Your answer must contain each line of the listing in which "Alle" appears, copied in full.

== Data records ==

====

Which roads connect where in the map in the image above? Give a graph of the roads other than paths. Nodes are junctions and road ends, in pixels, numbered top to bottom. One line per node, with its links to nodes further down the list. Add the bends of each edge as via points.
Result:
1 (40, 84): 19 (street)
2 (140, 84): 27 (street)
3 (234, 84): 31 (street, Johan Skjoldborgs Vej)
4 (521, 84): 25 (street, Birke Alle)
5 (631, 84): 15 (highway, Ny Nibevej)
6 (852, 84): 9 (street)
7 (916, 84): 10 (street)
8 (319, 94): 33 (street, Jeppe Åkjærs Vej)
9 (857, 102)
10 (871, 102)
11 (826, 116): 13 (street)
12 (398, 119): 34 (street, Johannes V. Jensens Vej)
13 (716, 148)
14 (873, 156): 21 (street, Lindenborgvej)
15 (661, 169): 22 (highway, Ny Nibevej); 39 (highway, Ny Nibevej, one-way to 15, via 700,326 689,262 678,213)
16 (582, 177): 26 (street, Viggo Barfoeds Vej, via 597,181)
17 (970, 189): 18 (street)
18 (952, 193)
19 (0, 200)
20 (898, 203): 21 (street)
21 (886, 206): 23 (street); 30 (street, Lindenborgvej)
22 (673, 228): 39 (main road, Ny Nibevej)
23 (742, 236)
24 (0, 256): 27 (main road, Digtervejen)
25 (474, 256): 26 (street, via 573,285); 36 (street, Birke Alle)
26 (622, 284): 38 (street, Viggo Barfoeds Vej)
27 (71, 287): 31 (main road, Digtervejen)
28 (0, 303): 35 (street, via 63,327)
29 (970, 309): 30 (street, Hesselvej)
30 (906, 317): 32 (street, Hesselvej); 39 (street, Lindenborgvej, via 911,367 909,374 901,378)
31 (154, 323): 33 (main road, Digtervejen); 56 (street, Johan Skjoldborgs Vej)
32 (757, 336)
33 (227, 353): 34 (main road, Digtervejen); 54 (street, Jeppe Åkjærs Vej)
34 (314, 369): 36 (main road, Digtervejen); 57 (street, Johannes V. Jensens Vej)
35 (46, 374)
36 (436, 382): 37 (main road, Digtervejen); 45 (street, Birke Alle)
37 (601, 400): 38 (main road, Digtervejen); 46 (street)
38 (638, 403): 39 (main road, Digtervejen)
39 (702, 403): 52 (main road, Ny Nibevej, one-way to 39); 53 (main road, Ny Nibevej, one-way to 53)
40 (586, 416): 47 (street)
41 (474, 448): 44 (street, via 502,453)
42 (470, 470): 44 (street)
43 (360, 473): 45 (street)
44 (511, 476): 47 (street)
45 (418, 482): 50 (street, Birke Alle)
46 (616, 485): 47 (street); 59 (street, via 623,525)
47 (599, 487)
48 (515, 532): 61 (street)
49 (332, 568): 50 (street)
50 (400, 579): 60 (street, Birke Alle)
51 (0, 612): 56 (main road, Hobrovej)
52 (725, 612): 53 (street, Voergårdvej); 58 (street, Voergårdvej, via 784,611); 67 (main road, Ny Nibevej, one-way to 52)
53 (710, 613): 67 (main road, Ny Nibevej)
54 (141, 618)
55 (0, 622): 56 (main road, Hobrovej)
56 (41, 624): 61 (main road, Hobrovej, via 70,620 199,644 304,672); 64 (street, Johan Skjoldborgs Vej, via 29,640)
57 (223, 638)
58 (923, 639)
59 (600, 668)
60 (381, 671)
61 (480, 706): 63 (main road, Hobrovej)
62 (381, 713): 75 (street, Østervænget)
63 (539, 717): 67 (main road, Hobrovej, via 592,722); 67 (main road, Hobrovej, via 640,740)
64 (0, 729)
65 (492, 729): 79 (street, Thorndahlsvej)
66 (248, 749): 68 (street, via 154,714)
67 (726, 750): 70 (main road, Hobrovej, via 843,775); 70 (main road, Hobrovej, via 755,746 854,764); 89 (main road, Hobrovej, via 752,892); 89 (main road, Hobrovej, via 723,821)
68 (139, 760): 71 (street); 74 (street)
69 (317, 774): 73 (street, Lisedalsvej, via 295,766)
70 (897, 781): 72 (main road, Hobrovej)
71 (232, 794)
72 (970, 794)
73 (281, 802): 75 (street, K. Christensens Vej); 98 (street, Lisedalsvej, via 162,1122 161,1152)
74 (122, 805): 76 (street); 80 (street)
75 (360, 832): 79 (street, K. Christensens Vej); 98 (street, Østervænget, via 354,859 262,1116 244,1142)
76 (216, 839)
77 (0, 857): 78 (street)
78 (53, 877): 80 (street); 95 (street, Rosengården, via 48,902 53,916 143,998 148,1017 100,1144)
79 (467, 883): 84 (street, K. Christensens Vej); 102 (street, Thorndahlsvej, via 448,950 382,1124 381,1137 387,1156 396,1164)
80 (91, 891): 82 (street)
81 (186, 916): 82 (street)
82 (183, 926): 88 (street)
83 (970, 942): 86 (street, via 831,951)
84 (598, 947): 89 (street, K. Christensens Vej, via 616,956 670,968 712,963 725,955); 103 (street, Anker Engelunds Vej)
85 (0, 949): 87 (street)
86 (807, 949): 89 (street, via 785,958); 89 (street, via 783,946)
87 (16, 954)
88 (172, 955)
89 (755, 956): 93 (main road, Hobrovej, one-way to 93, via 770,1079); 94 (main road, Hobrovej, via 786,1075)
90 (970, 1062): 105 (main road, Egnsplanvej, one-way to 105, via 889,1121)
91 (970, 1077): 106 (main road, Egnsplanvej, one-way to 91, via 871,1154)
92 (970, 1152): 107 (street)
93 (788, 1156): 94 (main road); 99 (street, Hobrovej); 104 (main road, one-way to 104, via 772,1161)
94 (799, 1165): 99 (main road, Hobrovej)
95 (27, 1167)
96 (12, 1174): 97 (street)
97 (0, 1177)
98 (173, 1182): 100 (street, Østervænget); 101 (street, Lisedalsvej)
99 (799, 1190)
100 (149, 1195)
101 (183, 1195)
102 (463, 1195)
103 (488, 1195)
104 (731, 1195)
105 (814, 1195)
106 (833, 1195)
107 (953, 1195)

====

== Solution to the problem ==
4 (521, 84): 25 (street, Birke Alle)
25 (474, 256): 26 (street, via 573,285); 36 (street, Birke Alle)
36 (436, 382): 37 (main road, Digtervejen); 45 (street, Birke Alle)
45 (418, 482): 50 (street, Birke Alle)
50 (400, 579): 60 (street, Birke Alle)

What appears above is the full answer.